What you have to do:
An exact copy of every entry is what's needed, so please transcribe them all.

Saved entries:
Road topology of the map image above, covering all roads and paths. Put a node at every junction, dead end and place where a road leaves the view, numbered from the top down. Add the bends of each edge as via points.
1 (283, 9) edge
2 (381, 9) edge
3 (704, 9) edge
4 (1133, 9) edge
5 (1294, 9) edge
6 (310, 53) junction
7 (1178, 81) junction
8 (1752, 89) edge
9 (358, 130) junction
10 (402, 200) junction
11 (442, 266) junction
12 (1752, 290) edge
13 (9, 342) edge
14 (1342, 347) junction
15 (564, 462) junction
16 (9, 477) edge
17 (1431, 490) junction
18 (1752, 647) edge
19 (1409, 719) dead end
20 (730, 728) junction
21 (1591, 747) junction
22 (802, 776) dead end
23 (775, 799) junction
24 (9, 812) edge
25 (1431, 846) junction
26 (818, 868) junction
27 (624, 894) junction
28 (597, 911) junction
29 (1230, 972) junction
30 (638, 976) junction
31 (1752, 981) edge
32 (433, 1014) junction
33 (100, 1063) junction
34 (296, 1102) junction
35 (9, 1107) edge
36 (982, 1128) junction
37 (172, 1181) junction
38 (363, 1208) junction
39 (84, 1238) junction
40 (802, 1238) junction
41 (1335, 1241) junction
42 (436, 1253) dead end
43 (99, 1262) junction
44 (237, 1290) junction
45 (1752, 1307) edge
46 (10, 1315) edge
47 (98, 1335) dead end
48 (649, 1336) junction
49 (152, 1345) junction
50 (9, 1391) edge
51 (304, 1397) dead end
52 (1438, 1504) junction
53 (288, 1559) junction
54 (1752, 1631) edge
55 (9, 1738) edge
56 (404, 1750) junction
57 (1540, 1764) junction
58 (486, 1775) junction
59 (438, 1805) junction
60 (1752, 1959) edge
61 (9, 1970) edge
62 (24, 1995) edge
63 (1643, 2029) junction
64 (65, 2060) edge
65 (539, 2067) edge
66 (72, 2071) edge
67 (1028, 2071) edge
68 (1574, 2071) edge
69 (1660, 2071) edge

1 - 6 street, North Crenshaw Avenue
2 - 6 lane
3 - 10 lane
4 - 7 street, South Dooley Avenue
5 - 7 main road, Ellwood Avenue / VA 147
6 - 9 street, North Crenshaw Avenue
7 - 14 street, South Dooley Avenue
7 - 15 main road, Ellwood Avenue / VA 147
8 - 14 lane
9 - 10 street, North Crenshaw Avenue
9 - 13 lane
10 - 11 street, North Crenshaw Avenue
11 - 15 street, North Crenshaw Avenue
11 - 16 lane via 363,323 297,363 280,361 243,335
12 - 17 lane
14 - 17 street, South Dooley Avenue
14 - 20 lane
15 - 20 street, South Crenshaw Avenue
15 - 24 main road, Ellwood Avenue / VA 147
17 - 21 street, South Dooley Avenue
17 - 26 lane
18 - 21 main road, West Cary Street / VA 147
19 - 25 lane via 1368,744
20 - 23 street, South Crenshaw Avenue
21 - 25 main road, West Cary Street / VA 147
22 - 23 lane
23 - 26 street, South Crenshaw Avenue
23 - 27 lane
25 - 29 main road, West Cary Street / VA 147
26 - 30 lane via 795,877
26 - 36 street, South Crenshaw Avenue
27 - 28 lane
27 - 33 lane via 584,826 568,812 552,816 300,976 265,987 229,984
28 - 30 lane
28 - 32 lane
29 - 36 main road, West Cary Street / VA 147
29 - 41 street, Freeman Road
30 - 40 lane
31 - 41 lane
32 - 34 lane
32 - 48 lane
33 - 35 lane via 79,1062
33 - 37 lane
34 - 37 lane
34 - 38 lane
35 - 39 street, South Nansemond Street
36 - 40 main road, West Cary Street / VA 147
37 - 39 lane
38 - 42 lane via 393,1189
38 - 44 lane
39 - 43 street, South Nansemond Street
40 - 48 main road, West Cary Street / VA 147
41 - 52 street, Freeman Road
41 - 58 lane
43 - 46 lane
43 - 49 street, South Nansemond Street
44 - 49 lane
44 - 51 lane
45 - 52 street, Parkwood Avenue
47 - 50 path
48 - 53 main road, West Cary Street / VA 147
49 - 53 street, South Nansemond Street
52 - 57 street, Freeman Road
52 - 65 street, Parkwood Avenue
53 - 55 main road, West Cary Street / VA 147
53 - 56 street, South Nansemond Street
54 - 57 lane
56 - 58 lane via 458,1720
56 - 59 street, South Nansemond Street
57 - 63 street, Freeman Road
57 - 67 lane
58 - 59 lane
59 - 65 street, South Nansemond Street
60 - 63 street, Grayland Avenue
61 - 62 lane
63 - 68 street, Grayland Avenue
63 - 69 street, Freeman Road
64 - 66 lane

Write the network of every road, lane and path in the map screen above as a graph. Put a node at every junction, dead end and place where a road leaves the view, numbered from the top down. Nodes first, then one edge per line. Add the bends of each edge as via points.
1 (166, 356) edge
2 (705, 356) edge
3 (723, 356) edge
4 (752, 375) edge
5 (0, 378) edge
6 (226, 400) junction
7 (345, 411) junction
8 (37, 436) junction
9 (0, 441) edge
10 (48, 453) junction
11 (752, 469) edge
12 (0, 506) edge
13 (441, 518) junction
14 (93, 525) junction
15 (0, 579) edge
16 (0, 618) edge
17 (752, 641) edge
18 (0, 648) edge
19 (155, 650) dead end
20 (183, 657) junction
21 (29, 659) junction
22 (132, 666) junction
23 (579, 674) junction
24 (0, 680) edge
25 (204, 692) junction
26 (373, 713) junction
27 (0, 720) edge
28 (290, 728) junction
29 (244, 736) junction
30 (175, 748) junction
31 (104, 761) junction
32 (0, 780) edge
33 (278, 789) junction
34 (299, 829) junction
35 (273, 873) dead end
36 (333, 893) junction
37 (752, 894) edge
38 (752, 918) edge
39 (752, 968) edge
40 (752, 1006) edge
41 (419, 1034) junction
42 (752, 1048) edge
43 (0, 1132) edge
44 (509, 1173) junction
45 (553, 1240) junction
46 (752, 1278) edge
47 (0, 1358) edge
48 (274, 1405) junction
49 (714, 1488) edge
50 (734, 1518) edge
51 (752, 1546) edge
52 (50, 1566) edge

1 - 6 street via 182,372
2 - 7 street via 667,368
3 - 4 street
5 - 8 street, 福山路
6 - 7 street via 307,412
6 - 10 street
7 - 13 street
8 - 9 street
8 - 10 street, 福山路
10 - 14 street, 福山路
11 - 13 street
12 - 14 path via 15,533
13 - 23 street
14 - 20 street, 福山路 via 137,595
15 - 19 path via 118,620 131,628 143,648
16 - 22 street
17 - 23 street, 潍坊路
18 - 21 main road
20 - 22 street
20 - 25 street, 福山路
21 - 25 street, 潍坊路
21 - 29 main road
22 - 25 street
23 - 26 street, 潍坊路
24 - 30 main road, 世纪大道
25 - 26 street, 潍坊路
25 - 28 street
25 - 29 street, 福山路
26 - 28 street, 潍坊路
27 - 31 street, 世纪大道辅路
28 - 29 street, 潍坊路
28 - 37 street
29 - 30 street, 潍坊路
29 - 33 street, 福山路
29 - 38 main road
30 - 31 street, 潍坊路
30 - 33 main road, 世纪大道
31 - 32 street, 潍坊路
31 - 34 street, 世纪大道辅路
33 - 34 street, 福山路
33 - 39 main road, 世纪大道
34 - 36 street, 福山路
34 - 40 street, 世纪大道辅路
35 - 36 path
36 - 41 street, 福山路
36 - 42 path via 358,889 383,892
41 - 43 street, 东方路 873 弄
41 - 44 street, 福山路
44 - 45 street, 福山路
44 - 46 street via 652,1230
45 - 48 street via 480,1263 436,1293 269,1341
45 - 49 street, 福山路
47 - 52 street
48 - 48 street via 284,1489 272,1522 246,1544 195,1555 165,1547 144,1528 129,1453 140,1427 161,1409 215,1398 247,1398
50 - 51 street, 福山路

Exercise solution:
Road topology of the map image above, covering all roads and paths. Put a node at every junction, dead end and place where a road leaves the view, numbered from the top down. Add the bends of each edge as via points.
1 (283, 9) edge
2 (381, 9) edge
3 (704, 9) edge
4 (1133, 9) edge
5 (1294, 9) edge
6 (310, 53) junction
7 (1178, 81) junction
8 (1752, 89) edge
9 (358, 130) junction
10 (402, 200) junction
11 (442, 266) junction
12 (1752, 290) edge
13 (9, 342) edge
14 (1342, 347) junction
15 (564, 462) junction
16 (9, 477) edge
17 (1431, 490) junction
18 (1752, 647) edge
19 (1409, 719) dead end
20 (730, 728) junction
21 (1591, 747) junction
22 (802, 776) dead end
23 (775, 799) junction
24 (9, 812) edge
25 (1431, 846) junction
26 (818, 868) junction
27 (624, 894) junction
28 (597, 911) junction
29 (1230, 972) junction
30 (638, 976) junction
31 (1752, 981) edge
32 (433, 1014) junction
33 (100, 1063) junction
34 (296, 1102) junction
35 (9, 1107) edge
36 (982, 1128) junction
37 (172, 1181) junction
38 (363, 1208) junction
39 (84, 1238) junction
40 (802, 1238) junction
41 (1335, 1241) junction
42 (436, 1253) dead end
43 (99, 1262) junction
44 (237, 1290) junction
45 (1752, 1307) edge
46 (10, 1315) edge
47 (98, 1335) dead end
48 (649, 1336) junction
49 (152, 1345) junction
50 (9, 1391) edge
51 (304, 1397) dead end
52 (1438, 1504) junction
53 (288, 1559) junction
54 (1752, 1631) edge
55 (9, 1738) edge
56 (404, 1750) junction
57 (1540, 1764) junction
58 (486, 1775) junction
59 (438, 1805) junction
60 (1752, 1959) edge
61 (9, 1970) edge
62 (24, 1995) edge
63 (1643, 2029) junction
64 (65, 2060) edge
65 (539, 2067) edge
66 (72, 2071) edge
67 (1028, 2071) edge
68 (1574, 2071) edge
69 (1660, 2071) edge

1 - 6 street, North Crenshaw Avenue
2 - 6 lane
3 - 10 lane
4 - 7 street, South Dooley Avenue
5 - 7 main road, Ellwood Avenue / VA 147
6 - 9 street, North Crenshaw Avenue
7 - 14 street, South Dooley Avenue
7 - 15 main road, Ellwood Avenue / VA 147
8 - 14 lane
9 - 10 street, North Crenshaw Avenue
9 - 13 lane
10 - 11 street, North Crenshaw Avenue
11 - 15 street, North Crenshaw Avenue
11 - 16 lane via 363,323 297,363 280,361 243,335
12 - 17 lane
14 - 17 street, South Dooley Avenue
14 - 20 lane
15 - 20 street, South Crenshaw Avenue
15 - 24 main road, Ellwood Avenue / VA 147
17 - 21 street, South Dooley Avenue
17 - 26 lane
18 - 21 main road, West Cary Street / VA 147
19 - 25 lane via 1368,744
20 - 23 street, South Crenshaw Avenue
21 - 25 main road, West Cary Street / VA 147
22 - 23 lane
23 - 26 street, South Crenshaw Avenue
23 - 27 lane
25 - 29 main road, West Cary Street / VA 147
26 - 30 lane via 795,877
26 - 36 street, South Crenshaw Avenue
27 - 28 lane
27 - 33 lane via 584,826 568,812 552,816 300,976 265,987 229,984
28 - 30 lane
28 - 32 lane
29 - 36 main road, West Cary Street / VA 147
29 - 41 street, Freeman Road
30 - 40 lane
31 - 41 lane
32 - 34 lane
32 - 48 lane
33 - 35 lane via 79,1062
33 - 37 lane
34 - 37 lane
34 - 38 lane
35 - 39 street, South Nansemond Street
36 - 40 main road, West Cary Street / VA 147
37 - 39 lane
38 - 42 lane via 393,1189
38 - 44 lane
39 - 43 street, South Nansemond Street
40 - 48 main road, West Cary Street / VA 147
41 - 52 street, Freeman Road
41 - 58 lane
43 - 46 lane
43 - 49 street, South Nansemond Street
44 - 49 lane
44 - 51 lane
45 - 52 street, Parkwood Avenue
47 - 50 path
48 - 53 main road, West Cary Street / VA 147
49 - 53 street, South Nansemond Street
52 - 57 street, Freeman Road
52 - 65 street, Parkwood Avenue
53 - 55 main road, West Cary Street / VA 147
53 - 56 street, South Nansemond Street
54 - 57 lane
56 - 58 lane via 458,1720
56 - 59 street, South Nansemond Street
57 - 63 street, Freeman Road
57 - 67 lane
58 - 59 lane
59 - 65 street, South Nansemond Street
60 - 63 street, Grayland Avenue
61 - 62 lane
63 - 68 street, Grayland Avenue
63 - 69 street, Freeman Road
64 - 66 lane

Write the network of every road, lane and path in the map screen above as a graph. Put a node at every junction, dead end and place where a road leaves the view, numbered from the top down. Nodes first, then one edge per line. Add the bends of each edge as via points.
1 (166, 356) edge
2 (705, 356) edge
3 (723, 356) edge
4 (752, 375) edge
5 (0, 378) edge
6 (226, 400) junction
7 (345, 411) junction
8 (37, 436) junction
9 (0, 441) edge
10 (48, 453) junction
11 (752, 469) edge
12 (0, 506) edge
13 (441, 518) junction
14 (93, 525) junction
15 (0, 579) edge
16 (0, 618) edge
17 (752, 641) edge
18 (0, 648) edge
19 (155, 650) dead end
20 (183, 657) junction
21 (29, 659) junction
22 (132, 666) junction
23 (579, 674) junction
24 (0, 680) edge
25 (204, 692) junction
26 (373, 713) junction
27 (0, 720) edge
28 (290, 728) junction
29 (244, 736) junction
30 (175, 748) junction
31 (104, 761) junction
32 (0, 780) edge
33 (278, 789) junction
34 (299, 829) junction
35 (273, 873) dead end
36 (333, 893) junction
37 (752, 894) edge
38 (752, 918) edge
39 (752, 968) edge
40 (752, 1006) edge
41 (419, 1034) junction
42 (752, 1048) edge
43 (0, 1132) edge
44 (509, 1173) junction
45 (553, 1240) junction
46 (752, 1278) edge
47 (0, 1358) edge
48 (274, 1405) junction
49 (714, 1488) edge
50 (734, 1518) edge
51 (752, 1546) edge
52 (50, 1566) edge

1 - 6 street via 182,372
2 - 7 street via 667,368
3 - 4 street
5 - 8 street, 福山路
6 - 7 street via 307,412
6 - 10 street
7 - 13 street
8 - 9 street
8 - 10 street, 福山路
10 - 14 street, 福山路
11 - 13 street
12 - 14 path via 15,533
13 - 23 street
14 - 20 street, 福山路 via 137,595
15 - 19 path via 118,620 131,628 143,648
16 - 22 street
17 - 23 street, 潍坊路
18 - 21 main road
20 - 22 street
20 - 25 street, 福山路
21 - 25 street, 潍坊路
21 - 29 main road
22 - 25 street
23 - 26 street, 潍坊路
24 - 30 main road, 世纪大道
25 - 26 street, 潍坊路
25 - 28 street
25 - 29 street, 福山路
26 - 28 street, 潍坊路
27 - 31 street, 世纪大道辅路
28 - 29 street, 潍坊路
28 - 37 street
29 - 30 street, 潍坊路
29 - 33 street, 福山路
29 - 38 main road
30 - 31 street, 潍坊路
30 - 33 main road, 世纪大道
31 - 32 street, 潍坊路
31 - 34 street, 世纪大道辅路
33 - 34 street, 福山路
33 - 39 main road, 世纪大道
34 - 36 street, 福山路
34 - 40 street, 世纪大道辅路
35 - 36 path
36 - 41 street, 福山路
36 - 42 path via 358,889 383,892
41 - 43 street, 东方路 873 弄
41 - 44 street, 福山路
44 - 45 street, 福山路
44 - 46 street via 652,1230
45 - 48 street via 480,1263 436,1293 269,1341
45 - 49 street, 福山路
47 - 52 street
48 - 48 street via 284,1489 272,1522 246,1544 195,1555 165,1547 144,1528 129,1453 140,1427 161,1409 215,1398 247,1398
50 - 51 street, 福山路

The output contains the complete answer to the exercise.